-- Data records --
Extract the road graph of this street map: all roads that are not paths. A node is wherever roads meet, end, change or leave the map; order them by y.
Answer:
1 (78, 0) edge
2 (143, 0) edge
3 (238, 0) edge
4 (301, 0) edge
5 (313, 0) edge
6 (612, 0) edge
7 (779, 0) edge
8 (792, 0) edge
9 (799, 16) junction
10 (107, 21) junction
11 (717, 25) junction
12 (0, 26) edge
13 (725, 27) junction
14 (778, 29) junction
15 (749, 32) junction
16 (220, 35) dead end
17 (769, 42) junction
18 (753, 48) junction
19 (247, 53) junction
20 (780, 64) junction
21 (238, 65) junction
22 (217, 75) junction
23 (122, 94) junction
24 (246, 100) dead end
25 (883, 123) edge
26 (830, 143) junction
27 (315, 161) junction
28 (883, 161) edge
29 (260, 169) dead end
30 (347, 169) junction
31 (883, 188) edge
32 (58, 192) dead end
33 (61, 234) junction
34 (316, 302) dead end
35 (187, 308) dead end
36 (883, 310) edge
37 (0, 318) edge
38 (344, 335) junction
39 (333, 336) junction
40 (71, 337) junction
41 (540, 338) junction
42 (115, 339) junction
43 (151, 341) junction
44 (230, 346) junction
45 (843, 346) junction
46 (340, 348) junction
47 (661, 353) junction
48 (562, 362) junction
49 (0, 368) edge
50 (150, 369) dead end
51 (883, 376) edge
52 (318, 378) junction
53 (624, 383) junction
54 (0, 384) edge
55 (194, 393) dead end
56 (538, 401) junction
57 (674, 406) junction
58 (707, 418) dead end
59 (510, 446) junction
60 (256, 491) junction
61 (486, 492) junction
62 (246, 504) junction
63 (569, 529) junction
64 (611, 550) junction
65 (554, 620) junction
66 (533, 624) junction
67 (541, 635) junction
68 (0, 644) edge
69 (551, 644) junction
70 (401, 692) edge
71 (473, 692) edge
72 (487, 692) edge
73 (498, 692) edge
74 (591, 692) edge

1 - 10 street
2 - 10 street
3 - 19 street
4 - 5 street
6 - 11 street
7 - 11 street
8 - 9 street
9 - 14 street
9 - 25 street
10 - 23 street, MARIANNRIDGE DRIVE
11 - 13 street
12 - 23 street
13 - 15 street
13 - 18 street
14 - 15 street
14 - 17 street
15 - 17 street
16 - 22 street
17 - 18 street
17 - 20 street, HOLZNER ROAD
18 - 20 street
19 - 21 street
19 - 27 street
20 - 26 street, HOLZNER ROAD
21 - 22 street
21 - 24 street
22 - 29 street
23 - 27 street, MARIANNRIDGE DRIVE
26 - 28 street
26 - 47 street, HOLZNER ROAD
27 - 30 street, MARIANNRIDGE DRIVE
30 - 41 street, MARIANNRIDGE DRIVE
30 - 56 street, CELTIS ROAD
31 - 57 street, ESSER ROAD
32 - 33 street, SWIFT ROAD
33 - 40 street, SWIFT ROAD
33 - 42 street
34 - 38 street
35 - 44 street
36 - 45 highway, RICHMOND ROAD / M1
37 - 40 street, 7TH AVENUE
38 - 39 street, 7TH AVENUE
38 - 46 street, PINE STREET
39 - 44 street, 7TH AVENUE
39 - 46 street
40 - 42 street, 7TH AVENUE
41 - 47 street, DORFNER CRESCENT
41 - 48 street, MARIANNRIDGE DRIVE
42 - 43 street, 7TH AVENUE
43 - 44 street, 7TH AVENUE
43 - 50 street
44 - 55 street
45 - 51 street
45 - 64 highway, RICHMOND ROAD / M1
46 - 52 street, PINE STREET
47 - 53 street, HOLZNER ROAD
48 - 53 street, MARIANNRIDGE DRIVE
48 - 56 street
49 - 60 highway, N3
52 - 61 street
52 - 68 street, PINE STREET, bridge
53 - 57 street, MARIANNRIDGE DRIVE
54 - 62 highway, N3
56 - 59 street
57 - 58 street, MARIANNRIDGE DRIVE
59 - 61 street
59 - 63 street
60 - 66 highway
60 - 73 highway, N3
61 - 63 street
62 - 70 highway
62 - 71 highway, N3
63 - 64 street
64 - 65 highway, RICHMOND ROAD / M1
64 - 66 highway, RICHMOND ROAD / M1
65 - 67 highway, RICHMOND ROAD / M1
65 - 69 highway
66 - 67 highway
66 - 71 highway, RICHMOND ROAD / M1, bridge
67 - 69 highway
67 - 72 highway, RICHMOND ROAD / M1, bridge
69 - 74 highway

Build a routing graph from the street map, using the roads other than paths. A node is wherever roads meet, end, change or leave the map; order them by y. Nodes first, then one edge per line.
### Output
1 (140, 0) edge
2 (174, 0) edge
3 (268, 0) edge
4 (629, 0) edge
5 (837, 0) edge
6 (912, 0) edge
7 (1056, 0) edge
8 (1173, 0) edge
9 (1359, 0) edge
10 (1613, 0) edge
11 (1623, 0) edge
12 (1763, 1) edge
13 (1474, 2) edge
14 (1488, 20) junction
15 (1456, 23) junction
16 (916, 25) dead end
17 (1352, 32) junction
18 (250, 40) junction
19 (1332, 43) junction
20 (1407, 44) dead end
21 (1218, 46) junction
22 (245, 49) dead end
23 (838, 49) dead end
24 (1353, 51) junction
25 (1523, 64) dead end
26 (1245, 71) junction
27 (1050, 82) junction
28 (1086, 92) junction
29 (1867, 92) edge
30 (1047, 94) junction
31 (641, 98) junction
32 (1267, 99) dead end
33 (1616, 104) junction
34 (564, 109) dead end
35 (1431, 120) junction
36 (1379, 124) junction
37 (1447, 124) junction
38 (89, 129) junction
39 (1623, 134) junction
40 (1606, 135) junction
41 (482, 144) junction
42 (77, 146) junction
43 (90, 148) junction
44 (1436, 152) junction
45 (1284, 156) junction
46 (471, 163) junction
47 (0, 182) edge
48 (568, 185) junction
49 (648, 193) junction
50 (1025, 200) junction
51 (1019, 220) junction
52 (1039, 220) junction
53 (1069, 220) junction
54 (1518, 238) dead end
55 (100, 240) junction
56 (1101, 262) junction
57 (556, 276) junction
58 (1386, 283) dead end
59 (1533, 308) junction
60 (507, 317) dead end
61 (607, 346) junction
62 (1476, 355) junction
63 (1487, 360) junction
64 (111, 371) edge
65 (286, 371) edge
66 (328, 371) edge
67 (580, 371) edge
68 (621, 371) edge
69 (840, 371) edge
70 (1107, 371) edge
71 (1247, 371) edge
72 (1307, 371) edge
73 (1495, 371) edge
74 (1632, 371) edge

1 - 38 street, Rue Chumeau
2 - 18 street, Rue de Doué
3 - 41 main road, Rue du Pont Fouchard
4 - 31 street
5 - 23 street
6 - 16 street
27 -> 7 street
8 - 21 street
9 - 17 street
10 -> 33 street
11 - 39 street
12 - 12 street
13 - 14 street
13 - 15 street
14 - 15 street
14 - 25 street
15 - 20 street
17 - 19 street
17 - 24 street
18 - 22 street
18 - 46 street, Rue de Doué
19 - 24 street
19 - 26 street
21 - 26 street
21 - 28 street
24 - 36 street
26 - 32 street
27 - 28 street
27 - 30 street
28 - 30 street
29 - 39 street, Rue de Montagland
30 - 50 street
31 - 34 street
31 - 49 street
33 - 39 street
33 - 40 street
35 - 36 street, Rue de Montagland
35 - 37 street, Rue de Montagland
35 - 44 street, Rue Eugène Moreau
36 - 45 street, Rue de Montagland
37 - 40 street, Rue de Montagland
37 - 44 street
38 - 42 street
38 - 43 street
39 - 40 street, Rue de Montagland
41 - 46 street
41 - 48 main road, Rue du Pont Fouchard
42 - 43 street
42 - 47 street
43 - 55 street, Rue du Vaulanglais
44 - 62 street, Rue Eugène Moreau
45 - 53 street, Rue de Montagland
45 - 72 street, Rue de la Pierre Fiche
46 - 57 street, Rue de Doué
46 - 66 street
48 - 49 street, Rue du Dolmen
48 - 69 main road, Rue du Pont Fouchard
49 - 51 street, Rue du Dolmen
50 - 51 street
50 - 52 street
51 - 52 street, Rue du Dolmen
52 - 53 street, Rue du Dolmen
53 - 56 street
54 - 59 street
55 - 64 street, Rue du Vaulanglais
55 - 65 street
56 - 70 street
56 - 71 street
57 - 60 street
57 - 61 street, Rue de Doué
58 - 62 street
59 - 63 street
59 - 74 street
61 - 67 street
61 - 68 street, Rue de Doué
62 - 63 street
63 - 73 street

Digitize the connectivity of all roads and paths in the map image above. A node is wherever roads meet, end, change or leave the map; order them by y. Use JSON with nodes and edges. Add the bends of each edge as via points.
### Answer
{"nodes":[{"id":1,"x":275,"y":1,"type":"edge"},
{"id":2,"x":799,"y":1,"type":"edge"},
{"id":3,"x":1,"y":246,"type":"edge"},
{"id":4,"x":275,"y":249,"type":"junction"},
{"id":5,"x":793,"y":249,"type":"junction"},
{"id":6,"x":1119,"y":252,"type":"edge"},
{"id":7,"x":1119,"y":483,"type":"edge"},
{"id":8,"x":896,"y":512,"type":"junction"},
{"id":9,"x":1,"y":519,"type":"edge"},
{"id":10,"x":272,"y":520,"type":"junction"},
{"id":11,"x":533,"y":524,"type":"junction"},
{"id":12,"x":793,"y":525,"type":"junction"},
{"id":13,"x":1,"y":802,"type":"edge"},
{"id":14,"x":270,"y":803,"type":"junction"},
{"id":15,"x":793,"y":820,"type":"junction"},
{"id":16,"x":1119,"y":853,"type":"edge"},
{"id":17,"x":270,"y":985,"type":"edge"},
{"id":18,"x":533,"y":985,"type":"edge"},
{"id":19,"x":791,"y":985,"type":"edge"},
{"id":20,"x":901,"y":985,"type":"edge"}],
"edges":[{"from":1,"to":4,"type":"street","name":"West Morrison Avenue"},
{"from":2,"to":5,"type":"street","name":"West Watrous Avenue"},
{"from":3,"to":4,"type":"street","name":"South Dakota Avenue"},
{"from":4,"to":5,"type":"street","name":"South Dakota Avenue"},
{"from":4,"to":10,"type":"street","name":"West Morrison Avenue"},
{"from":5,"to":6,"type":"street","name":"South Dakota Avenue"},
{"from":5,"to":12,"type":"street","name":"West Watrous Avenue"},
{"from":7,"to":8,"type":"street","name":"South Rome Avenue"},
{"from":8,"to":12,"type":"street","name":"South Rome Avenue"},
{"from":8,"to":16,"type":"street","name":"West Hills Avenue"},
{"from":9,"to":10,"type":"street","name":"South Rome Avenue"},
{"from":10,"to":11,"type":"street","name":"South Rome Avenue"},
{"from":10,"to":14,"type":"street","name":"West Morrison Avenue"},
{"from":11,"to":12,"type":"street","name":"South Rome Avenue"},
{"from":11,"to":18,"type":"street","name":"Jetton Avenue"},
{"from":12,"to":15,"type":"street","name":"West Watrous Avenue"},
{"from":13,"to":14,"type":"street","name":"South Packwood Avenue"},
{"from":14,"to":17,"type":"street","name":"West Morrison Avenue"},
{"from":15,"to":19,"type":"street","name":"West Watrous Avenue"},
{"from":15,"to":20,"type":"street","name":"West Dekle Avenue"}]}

-- Exercise aim --
From the entries above, show each line that includes the string "SWIFT".

-- Task result --
32 - 33 street, SWIFT ROAD
33 - 40 street, SWIFT ROAD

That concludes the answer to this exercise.